SOURCE MATERIAL Block Start
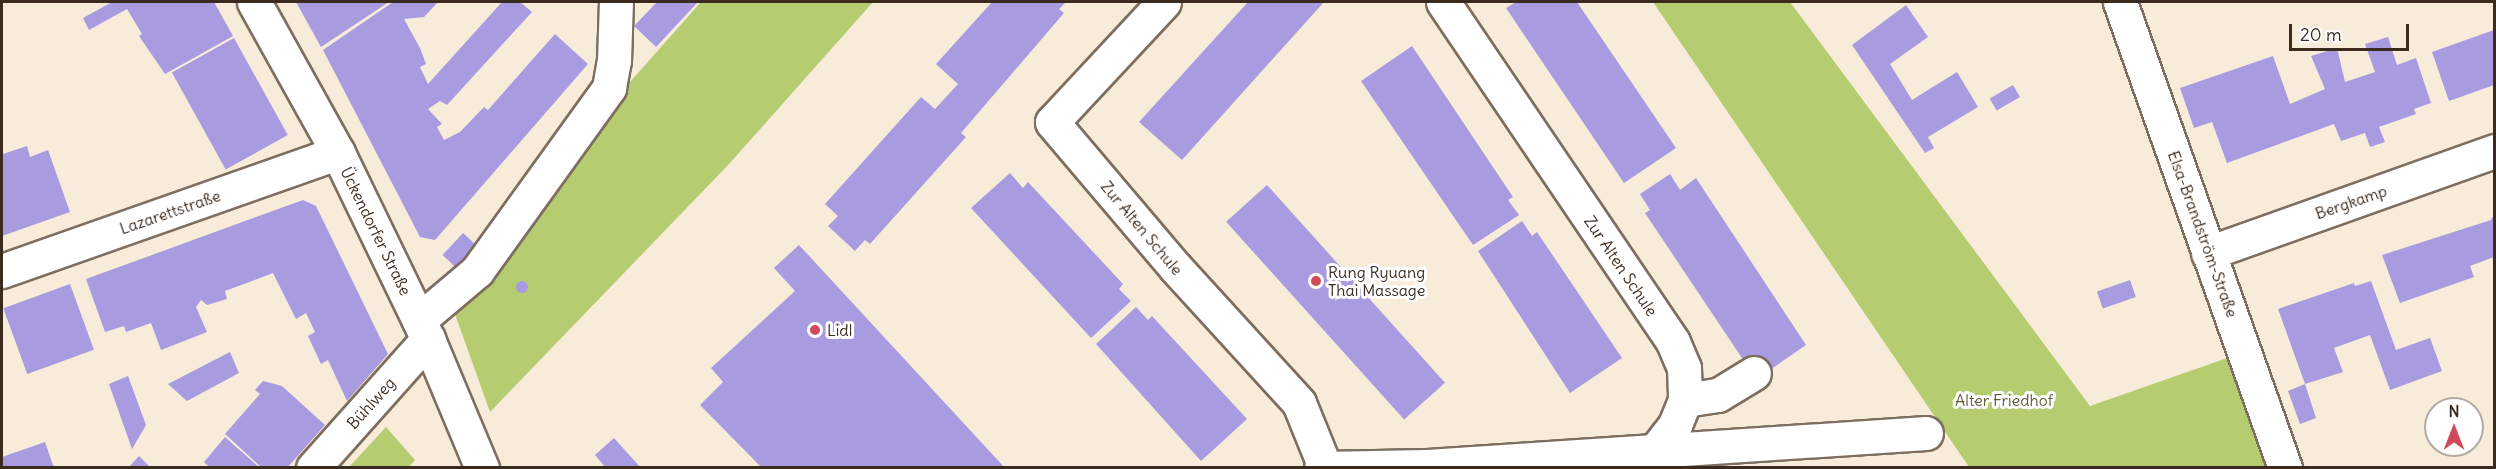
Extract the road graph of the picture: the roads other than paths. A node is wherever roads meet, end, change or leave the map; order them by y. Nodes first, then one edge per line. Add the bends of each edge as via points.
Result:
1 (254, 2) edge
2 (616, 2) edge
3 (1164, 2) edge
4 (1443, 2) edge
5 (2120, 2) edge
6 (2494, 152) edge
7 (338, 153) junction
8 (2208, 253) junction
9 (2, 271) edge
10 (424, 329) junction
11 (1754, 373) dead end
12 (1685, 400) junction
13 (1926, 433) dead end
14 (1656, 449) junction
15 (1323, 467) edge
16 (313, 468) edge
17 (482, 468) edge
18 (2285, 468) edge

1 - 7 street, Ückendorfer Straße
2 - 10 street, Bühlweg via 609,88 477,271
3 - 15 street, Zur Alten Schule via 1052,122 1174,267 1299,403
4 - 12 street, Zur Alten Schule via 1673,342 1684,368
5 - 8 street, Elsa-Brandström-Straße
6 - 8 street, Bergkamp
7 - 9 street, Lazarettstraße
7 - 10 street, Ückendorfer Straße
8 - 18 street, Elsa-Brandström-Straße
10 - 16 street, Bühlweg
10 - 17 street, Ückendorfer Straße
11 - 12 street via 1718,395
12 - 14 street, Zur Alten Schule via 1675,425
13 - 14 street, Zur Alten Schule
14 - 15 street, Zur Alten Schule via 1427,465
SOURCE MATERIAL Block End
Only an exact, picture-free copy of the entries counts as the answer.

* [EXERCISE SOLUTION]:
Extract the road graph of the picture: the roads other than paths. A node is wherever roads meet, end, change or leave the map; order them by y. Nodes first, then one edge per line. Add the bends of each edge as via points.
Result:
1 (254, 2) edge
2 (616, 2) edge
3 (1164, 2) edge
4 (1443, 2) edge
5 (2120, 2) edge
6 (2494, 152) edge
7 (338, 153) junction
8 (2208, 253) junction
9 (2, 271) edge
10 (424, 329) junction
11 (1754, 373) dead end
12 (1685, 400) junction
13 (1926, 433) dead end
14 (1656, 449) junction
15 (1323, 467) edge
16 (313, 468) edge
17 (482, 468) edge
18 (2285, 468) edge

1 - 7 street, Ückendorfer Straße
2 - 10 street, Bühlweg via 609,88 477,271
3 - 15 street, Zur Alten Schule via 1052,122 1174,267 1299,403
4 - 12 street, Zur Alten Schule via 1673,342 1684,368
5 - 8 street, Elsa-Brandström-Straße
6 - 8 street, Bergkamp
7 - 9 street, Lazarettstraße
7 - 10 street, Ückendorfer Straße
8 - 18 street, Elsa-Brandström-Straße
10 - 16 street, Bühlweg
10 - 17 street, Ückendorfer Straße
11 - 12 street via 1718,395
12 - 14 street, Zur Alten Schule via 1675,425
13 - 14 street, Zur Alten Schule
14 - 15 street, Zur Alten Schule via 1427,465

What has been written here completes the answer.